● **REQUIRED ACTION**
If a line in the entries below includes the string "Lorong", copy it out.

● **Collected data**
◆ ◆ ◆

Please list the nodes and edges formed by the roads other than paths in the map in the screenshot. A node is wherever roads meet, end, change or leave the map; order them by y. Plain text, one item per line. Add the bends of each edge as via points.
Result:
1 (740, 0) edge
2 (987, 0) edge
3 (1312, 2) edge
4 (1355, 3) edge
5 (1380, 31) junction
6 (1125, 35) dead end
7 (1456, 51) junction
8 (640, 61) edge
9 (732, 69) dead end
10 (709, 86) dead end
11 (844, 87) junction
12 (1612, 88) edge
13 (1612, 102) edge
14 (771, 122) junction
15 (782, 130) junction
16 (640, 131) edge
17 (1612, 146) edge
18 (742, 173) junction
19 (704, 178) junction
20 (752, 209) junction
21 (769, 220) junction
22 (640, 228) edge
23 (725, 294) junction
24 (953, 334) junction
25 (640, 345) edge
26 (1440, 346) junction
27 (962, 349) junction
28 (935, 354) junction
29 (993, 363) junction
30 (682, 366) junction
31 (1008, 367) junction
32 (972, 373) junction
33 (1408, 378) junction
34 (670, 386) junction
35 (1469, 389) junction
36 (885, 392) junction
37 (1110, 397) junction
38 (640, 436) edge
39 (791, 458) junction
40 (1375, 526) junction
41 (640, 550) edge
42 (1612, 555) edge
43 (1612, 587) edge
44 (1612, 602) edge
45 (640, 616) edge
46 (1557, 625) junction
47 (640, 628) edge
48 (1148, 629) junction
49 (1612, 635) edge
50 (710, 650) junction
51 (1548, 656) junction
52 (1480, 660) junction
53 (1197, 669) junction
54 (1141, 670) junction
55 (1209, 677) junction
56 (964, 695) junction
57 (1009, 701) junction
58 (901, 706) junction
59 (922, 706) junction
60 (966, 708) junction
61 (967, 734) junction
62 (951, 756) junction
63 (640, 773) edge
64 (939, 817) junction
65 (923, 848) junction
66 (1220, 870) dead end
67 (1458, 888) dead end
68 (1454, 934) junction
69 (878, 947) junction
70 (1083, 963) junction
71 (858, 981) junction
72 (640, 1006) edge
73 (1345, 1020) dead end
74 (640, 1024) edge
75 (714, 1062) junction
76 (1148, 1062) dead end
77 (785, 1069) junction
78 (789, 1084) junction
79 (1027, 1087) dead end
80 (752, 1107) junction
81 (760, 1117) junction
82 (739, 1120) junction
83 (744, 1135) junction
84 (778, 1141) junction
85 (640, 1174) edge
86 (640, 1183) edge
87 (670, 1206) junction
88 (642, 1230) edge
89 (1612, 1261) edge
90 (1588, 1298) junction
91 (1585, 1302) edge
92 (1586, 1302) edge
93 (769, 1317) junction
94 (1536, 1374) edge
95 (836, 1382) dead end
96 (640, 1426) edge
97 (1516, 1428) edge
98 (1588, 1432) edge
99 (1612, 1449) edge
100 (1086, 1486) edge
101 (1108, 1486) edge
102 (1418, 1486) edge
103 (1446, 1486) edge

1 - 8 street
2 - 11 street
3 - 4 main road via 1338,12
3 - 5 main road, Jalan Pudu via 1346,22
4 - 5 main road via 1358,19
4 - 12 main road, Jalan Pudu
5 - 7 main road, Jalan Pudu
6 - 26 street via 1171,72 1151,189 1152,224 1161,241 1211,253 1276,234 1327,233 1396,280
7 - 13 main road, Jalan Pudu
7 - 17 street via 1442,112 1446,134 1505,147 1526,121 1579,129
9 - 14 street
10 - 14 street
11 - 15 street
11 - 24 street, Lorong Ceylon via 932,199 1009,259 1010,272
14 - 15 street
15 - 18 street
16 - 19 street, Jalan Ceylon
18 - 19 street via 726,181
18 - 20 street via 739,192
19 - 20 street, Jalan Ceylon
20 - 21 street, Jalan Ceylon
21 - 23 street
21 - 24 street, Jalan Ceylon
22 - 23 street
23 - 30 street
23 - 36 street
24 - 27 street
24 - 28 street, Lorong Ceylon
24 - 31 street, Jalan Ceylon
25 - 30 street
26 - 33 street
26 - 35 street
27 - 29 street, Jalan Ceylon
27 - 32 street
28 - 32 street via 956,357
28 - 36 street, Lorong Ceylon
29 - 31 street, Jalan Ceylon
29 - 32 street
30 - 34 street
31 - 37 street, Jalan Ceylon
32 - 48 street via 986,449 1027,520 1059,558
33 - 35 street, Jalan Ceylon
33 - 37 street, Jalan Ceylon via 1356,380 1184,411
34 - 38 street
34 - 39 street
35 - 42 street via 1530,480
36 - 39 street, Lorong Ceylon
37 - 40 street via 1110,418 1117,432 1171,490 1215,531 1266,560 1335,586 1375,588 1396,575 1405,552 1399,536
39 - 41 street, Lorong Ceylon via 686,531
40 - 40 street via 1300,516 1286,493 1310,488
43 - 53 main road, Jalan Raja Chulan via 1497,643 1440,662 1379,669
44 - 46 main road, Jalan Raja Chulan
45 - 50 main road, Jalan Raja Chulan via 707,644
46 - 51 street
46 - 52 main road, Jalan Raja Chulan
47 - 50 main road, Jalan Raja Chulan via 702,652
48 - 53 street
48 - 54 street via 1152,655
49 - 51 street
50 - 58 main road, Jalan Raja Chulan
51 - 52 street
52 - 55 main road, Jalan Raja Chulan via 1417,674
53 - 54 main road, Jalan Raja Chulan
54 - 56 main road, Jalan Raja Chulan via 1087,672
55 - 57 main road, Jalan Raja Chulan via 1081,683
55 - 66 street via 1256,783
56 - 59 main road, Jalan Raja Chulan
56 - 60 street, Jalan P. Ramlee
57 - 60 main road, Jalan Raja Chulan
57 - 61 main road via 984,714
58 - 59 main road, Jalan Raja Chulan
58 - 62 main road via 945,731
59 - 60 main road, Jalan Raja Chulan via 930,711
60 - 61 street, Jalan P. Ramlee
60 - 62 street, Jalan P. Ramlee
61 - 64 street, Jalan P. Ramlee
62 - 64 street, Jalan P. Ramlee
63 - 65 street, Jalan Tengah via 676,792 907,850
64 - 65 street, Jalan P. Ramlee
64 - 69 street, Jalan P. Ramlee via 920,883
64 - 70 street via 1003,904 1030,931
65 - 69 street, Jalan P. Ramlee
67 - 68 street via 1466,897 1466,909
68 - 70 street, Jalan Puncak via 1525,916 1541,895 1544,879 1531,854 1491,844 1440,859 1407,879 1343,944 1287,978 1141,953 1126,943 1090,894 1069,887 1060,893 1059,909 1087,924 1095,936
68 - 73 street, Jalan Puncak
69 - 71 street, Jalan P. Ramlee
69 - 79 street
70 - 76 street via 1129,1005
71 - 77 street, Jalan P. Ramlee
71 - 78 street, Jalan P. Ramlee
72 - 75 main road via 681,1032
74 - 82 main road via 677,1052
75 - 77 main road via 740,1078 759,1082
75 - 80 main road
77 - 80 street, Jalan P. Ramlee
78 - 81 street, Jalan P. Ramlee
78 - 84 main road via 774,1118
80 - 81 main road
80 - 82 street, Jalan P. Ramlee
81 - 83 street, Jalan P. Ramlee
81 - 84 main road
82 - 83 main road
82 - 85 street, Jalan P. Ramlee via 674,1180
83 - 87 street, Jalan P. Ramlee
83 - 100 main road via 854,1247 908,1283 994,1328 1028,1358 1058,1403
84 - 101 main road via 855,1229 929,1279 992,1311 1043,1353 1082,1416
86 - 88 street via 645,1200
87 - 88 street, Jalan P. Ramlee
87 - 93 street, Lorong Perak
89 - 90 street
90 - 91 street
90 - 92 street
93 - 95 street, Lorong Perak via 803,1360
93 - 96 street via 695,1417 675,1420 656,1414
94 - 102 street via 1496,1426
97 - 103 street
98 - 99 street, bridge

◆ ◆ ◆

● **FINAL ANSWER**
11 - 24 street, Lorong Ceylon via 932,199 1009,259 1010,272
24 - 28 street, Lorong Ceylon
28 - 36 street, Lorong Ceylon
36 - 39 street, Lorong Ceylon
39 - 41 street, Lorong Ceylon via 686,531
87 - 93 street, Lorong Perak
93 - 95 street, Lorong Perak via 803,1360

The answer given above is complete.